Problem to work on ->
Pick out the lines below with "dead" and list them.

[Saved data entries]
####################
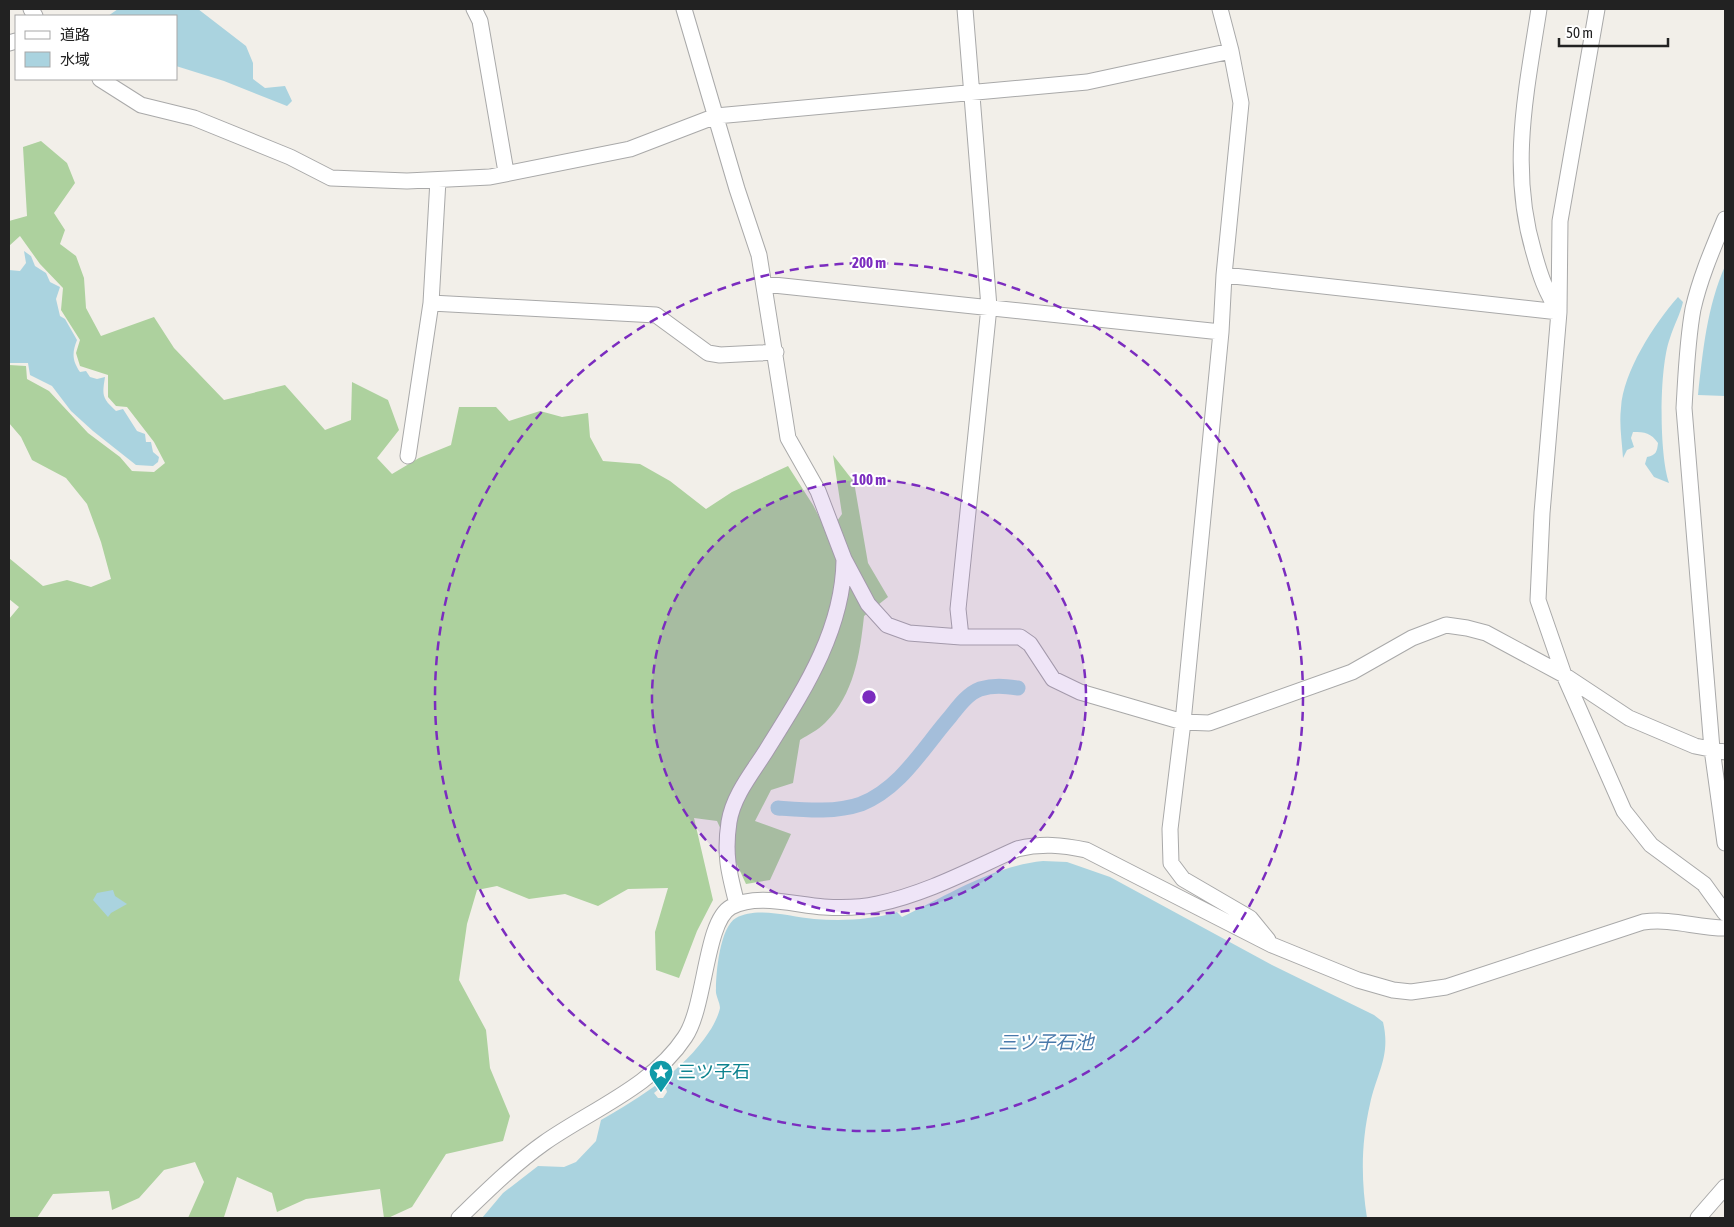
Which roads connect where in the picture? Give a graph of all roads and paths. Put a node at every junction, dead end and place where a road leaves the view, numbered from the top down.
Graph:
1 (474, 9) edge
2 (684, 9) edge
3 (965, 9) edge
4 (1220, 9) edge
5 (1539, 9) edge
6 (1597, 9) edge
7 (1232, 52) junction
8 (102, 80) edge
9 (972, 91) junction
10 (716, 116) junction
11 (506, 172) junction
12 (438, 180) junction
13 (1725, 219) edge
14 (1224, 275) junction
15 (764, 284) junction
16 (431, 303) junction
17 (990, 307) junction
18 (1559, 312) junction
19 (1221, 332) junction
20 (776, 352) junction
21 (408, 456) dead end
22 (844, 559) junction
23 (961, 637) junction
24 (1564, 675) junction
25 (1183, 722) junction
26 (1718, 750) edge
27 (1725, 843) edge
28 (737, 904) junction
29 (1725, 913) edge
30 (1725, 928) edge
31 (1272, 945) junction
32 (1725, 1187) edge
33 (459, 1218) edge
34 (1698, 1218) edge

1 - 11 street
2 - 10 street
3 - 9 street
4 - 7 street
5 - 18 street
6 - 18 street
7 - 9 street
7 - 14 street
8 - 12 street
9 - 10 street
9 - 17 street
10 - 11 street
10 - 15 street
11 - 12 street
12 - 16 street
13 - 26 street
14 - 18 street
14 - 19 street
15 - 17 street
15 - 20 street
16 - 20 street
16 - 21 street
17 - 19 street
17 - 23 street
18 - 24 street
19 - 25 street
20 - 22 street
22 - 23 street
22 - 28 street
23 - 25 street
24 - 25 street
24 - 26 street
24 - 29 street
25 - 31 street
26 - 27 street
28 - 31 street
28 - 33 street
30 - 31 street
32 - 34 street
####################
Answer to the exercise ->
Which roads connect where in the picture? Give a graph of all roads and paths. Put a node at every junction, dead end and place where a road leaves the view, numbered from the top down.
21 (408, 456) dead end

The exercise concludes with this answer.